═════ Records to process ═════

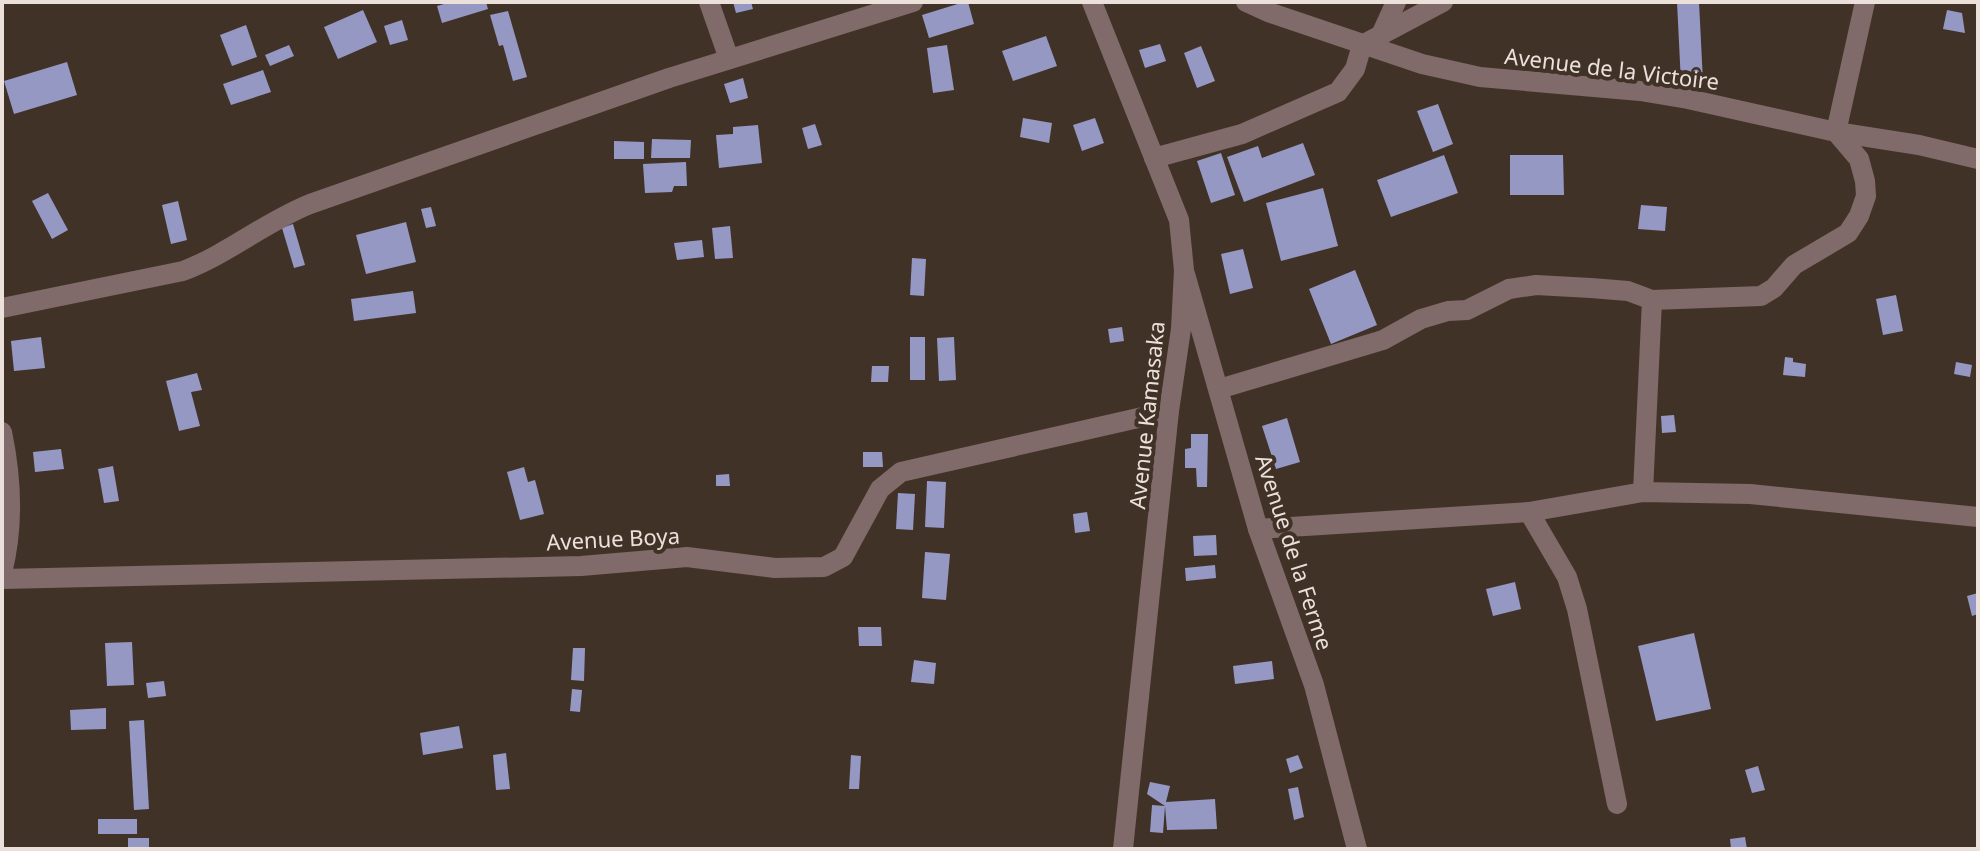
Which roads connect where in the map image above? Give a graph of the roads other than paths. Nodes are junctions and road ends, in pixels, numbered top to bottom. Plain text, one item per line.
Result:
1 (709, 2) edge
2 (913, 2) edge
3 (1092, 2) edge
4 (1246, 2) edge
5 (1396, 2) edge
6 (1443, 2) edge
7 (1865, 2) edge
8 (1381, 35) junction
9 (1362, 45) junction
10 (729, 59) junction
11 (1836, 132) junction
12 (1154, 158) junction
13 (1978, 159) edge
14 (1184, 270) junction
15 (1652, 300) junction
16 (2, 308) edge
17 (1219, 389) junction
18 (1169, 411) junction
19 (2, 432) edge
20 (1643, 492) junction
21 (1529, 512) junction
22 (1978, 517) edge
23 (1258, 529) junction
24 (2, 576) edge
25 (1617, 804) dead end
26 (1121, 849) edge
27 (1357, 849) edge

1 - 10 street
2 - 10 street
3 - 12 street, Avenue Kamasaka
4 - 9 street, Avenue de la Victoire
5 - 8 street
6 - 8 street
7 - 11 street
8 - 9 street
9 - 11 street, Avenue de la Victoire
9 - 12 street
10 - 16 street
11 - 13 street, Avenue de la Victoire
11 - 15 street
12 - 14 street, Avenue Kamasaka
14 - 17 street, Avenue de la Ferme
14 - 18 street, Avenue Kamasaka
15 - 17 street
15 - 20 street
17 - 23 street, Avenue de la Ferme
18 - 24 street, Avenue Boya
18 - 26 street, Avenue Kamasaka
19 - 24 street
20 - 21 street
20 - 22 street
21 - 23 street
21 - 25 street
23 - 27 street, Avenue de la Ferme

═════

Exercise: Provide only the count of lines in the records above that hold the word "Avenue".

Reply: 11